For the event we organized as Young Marsilius Fellows (18th of July 2024), I designed and programmed a small computer game. In the game, players have to work together to guide the fellows towards the Marsilius Kolleg, avoiding obstacles along the way. Of course, one of the key elements to success in this game - and any collaborative effort - is effective communication between the two players. The game was coded in Pygame and ran on a Raspberry Pi 4. For the graphics I used the software Krita and sound editing was done in Audacity.

For the lab day at EMBL in 2023, I developed a small computer game to illustrate how motion is different for organisms living at different scales. It is inspired by Purcell's paper Life at low Reynolds number . For a bacterium, friction forces dominate over inertia, whereas for larger organisms such as swimming humans or whales, inertia is dominant. The ratio of inertial over frictional forces is called the Reynolds number. In the game, you control a whale or a bacterium with a controller and try to catch the Erzberger lab members who are trying to swim away from you. You have to avoid being caught be professor Reynolds. The game was coded in the Python library pygame .

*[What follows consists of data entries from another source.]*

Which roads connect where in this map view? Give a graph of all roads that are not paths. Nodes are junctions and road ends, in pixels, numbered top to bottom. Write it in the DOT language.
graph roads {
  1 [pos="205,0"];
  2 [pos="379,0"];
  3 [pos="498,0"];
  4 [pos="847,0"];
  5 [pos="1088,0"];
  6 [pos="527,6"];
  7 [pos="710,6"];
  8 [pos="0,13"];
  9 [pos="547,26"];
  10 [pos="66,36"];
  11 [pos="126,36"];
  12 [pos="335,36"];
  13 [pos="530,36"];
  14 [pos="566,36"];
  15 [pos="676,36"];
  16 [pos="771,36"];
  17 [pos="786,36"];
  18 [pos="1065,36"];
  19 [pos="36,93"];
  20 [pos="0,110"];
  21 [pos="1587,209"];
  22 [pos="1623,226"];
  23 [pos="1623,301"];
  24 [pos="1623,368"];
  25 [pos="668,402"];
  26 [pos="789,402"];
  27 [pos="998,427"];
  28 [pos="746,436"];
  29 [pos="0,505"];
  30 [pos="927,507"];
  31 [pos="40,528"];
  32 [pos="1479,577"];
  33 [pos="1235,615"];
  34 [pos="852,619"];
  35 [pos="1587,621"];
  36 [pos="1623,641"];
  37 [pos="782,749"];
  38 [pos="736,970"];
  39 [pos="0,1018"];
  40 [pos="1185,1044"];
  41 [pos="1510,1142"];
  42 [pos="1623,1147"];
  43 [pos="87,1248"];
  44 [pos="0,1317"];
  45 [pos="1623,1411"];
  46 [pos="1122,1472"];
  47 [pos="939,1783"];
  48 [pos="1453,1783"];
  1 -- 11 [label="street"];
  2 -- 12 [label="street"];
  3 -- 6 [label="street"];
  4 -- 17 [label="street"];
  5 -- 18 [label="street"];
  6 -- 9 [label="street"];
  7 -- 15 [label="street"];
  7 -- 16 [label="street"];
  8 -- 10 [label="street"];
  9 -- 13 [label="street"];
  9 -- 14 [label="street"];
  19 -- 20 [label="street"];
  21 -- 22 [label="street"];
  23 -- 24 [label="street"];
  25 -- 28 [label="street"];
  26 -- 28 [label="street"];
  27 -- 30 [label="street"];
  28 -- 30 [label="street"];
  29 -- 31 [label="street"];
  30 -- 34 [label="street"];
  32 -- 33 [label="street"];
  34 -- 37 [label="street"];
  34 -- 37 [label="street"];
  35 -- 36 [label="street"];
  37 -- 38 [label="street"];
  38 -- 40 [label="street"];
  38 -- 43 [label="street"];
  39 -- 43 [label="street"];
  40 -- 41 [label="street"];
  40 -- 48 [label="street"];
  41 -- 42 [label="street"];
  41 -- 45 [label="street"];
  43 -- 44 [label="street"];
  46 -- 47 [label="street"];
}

In 2019 I participated in the project 'Science figured out', or 'Wetenschap uitgedokterd' in Dutch. After a workshop from the The Floor is Yours , we had the opportunity to record a 3-minute movie about our research. Here is mine. The beautiful decor is a room in the Arenberg castle in Leuven.

In May 2019, Felix Nolet and myself prepared a presentation for the Pint of Science festival. We explained how mathematics pops up in the real world around us. The presentation was in a pub which made for a very nice atmostphere.

Together with my colleagues from the Gelens lab, I organized workshops for children in the framework of KU Leuven's Children's University. The goal of the workshop was to show how complex patterns, such as those we can see as stripes on zebras or spots on leopards, can arise from simple rules. For this, we used Wolfram's elementary cellular automata with large cardboard plates, to emulate a growing pattern.

In December 2020 I made a small video for the Solvay Workshop on Physics of living systems. I explained a central idea of my research in about one minute. The video is a bit unpolished but I did have fun making it. For the interested: the animations of the dividing egg and pendulum were done in Python. For the writing on the blackboard I used a Wacom drawing tablet and the drawing software Krita. The ethereal synth music was recorded with my old electronic keyboard.